31 In the context of filing proofs of debt in winding up proceedings, the Singapore courts have determined that the equivalent of a bankruptcy order is not the commencement of winding up but the winding up order. In Re City Securities Pte [1995] 2 SLR(R) 746 (“City Securities”), Chao Hick Tin J (as he then was) applied s 40(3) of the Bankruptcy Act (Cap 20, 1985 Rev Ed) (“the 1985 BA”) and held that the cut-off date up to which proofs of debt could be calculated was the date of the order and not the date of presentation of the winding up petition. Section 40(3) of the 1985 BA is materially similar to the current s 87(3) BA. This corresponds, in the present case, to the Resolution Date, and is perfectly consistent with the examination of the BR and CWR at [27]–[30] above.
The English and Australian Position
32 In England, no uncertainty arises because there is specific legislation which adopted the common law position. Rule 4.91 of the English Insolvency Rules 1986 expressly provides:
4.91 – (1) For the purpose of proving a debt incurred or payable in a currency other than sterling, the amount of the debt shall be converted into sterling at the official exchange rate prevailing on the date when the company went into liquidation.
[emphasis added]
Section 247(2) of the English Insolvency Act 1986 defines “goes into liquidation” as:
247 ‘Insolvency’ and ‘go into liquidation’
(2) For the purpose of any provision in this Group of Parts, a company goes into liquidation if it passes a resolution for voluntary winding up or an order for its winding up is made by the court at a time when it has not already gone into liquidation by passing such a resolution.
[emphasis added]
33 In In re Dynamics Corporation of America [1976] 2 All ER 669 (“Re Dynamics”), a creditor of a New York company which had carried on business in the USA and England presented a petition in England for the compulsory winding up of the company as an unregistered company. The rate of exchange of the US Dollar to Sterling differed between the date when the petition was presented and the date of the winding up order. The English liquidator applied to the English Court to determine which exchange rate to apply to convert the debts in US Dollar to Sterling. Oliver J held that the conversion of a US Dollar debt to Sterling was to be based on the exchange rate prevailing at the date of the making of the winding-up order. Oliver J explained (at 774G– 775E):
What the court is seeking to do in a winding up is to ascertain the liabilities of the company at a particular date and to distribute the available assets as at that date pro rata according to the amounts of those liabilities. In practice the process cannot be immediate, but notionally I think it is, and, it seems to me, it has to be treated as if it were, although subsequent events can be taken into account in quantifying what the liabilities were at the relevant date. In the context of a liquidation, therefore, the relevant date for the ascertainment of the amount of liability is the notional date of discharge of that liability and, ...that date must, in my judgment, be the same for all creditors and it must be ‘the date of payment’ for the purposes of any judgment which has been entered for the sterling equivalent at the date of payment of a sum expressed in a foreign currency.

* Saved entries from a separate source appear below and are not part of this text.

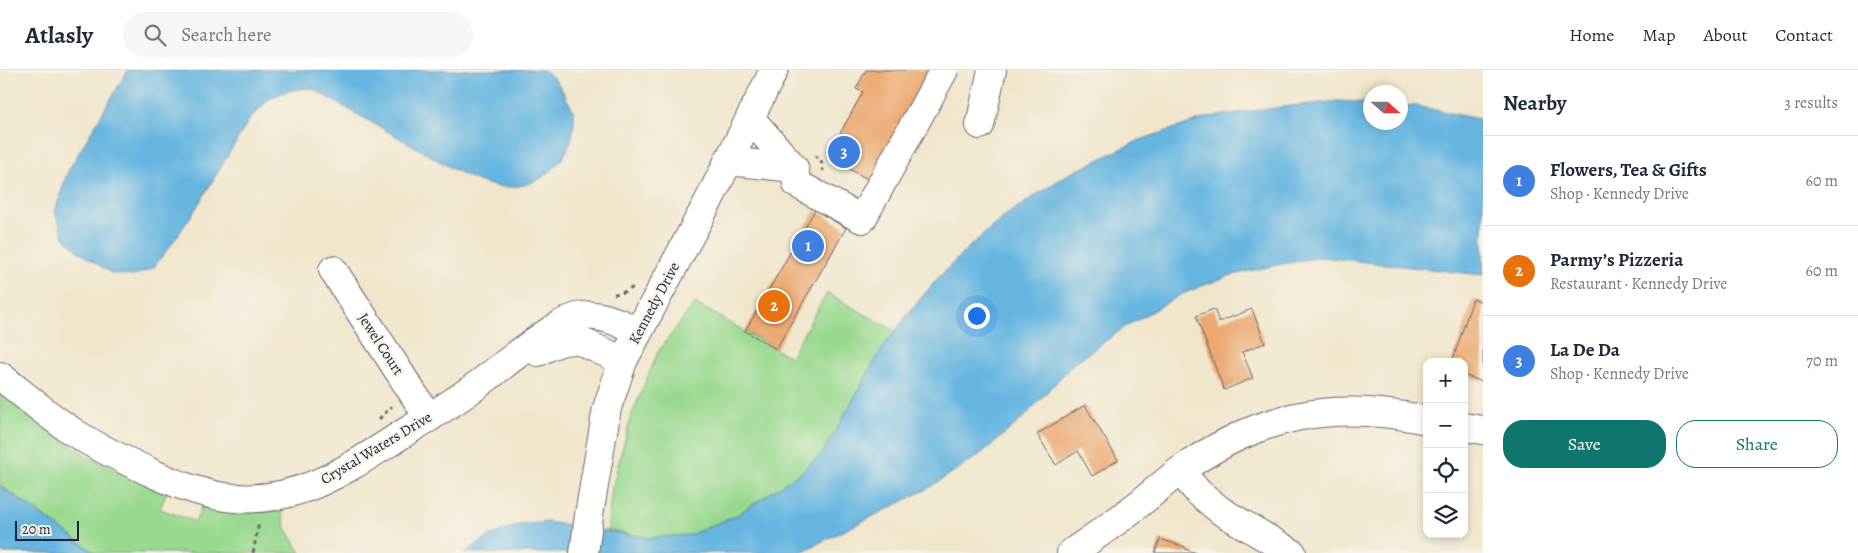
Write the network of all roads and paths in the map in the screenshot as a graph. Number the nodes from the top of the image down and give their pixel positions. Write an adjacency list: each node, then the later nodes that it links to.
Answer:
1 (774, 70): 4 (street, Kennedy Drive)
2 (944, 70): 7 (street)
3 (992, 70): 5 (street)
4 (750, 118): 6 (street, Kennedy Drive); 7 (street)
5 (980, 125)
6 (728, 161): 7 (street); 9 (street, Kennedy Drive)
7 (794, 168)
8 (334, 270): 13 (street, Jewel Court)
9 (638, 331): 10 (street, Kennedy Drive); 12 (street, Crystal Waters Drive)
10 (623, 361): 12 (street, Crystal Waters Drive); 21 (street, Kennedy Drive)
11 (0, 376): 13 (street, Crystal Waters Drive)
12 (479, 384): 13 (street, Crystal Waters Drive)
13 (428, 418)
14 (1423, 419): 17 (street)
15 (1468, 428): 16 (street)
16 (1483, 430)
17 (1180, 471): 18 (street); 24 (street)
18 (1146, 499): 22 (street); 23 (street)
19 (261, 513): 20 (path)
20 (253, 553)
21 (584, 553)
22 (1071, 553)
23 (1108, 553)
24 (1292, 553)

Two candidates have been suggested as appropriate in the case of a compulsory winding up, the date of the winding up order and the date of the commencement of the winding up – that is the date of the presentation of the petition. The latter has been suggested because it is said that this would be consistent with the set off cases, but I do not think that is right. It is, of course, perfectly true that the question of the availability of set off has to be ascertained at the commencement of the winding up, but that date does not, as I see it, govern the valuation of the set off. ... In my judgment the [date of the winding up order] is the date at which such conversion should be made, and I will declare accordingly.
[emphasis added]
The reason given by Oliver J for deciding that the relevant date was the date of the winding up order can be found at 764E–F:
It is only in this way that a rateable or pari passu distribution of available property can be achieved, and it is, as I see it, axiomatic that the claims of creditors amongst whom the division is to be effected must all be crystallized at the same date ..., for otherwise one is not comparing like with like.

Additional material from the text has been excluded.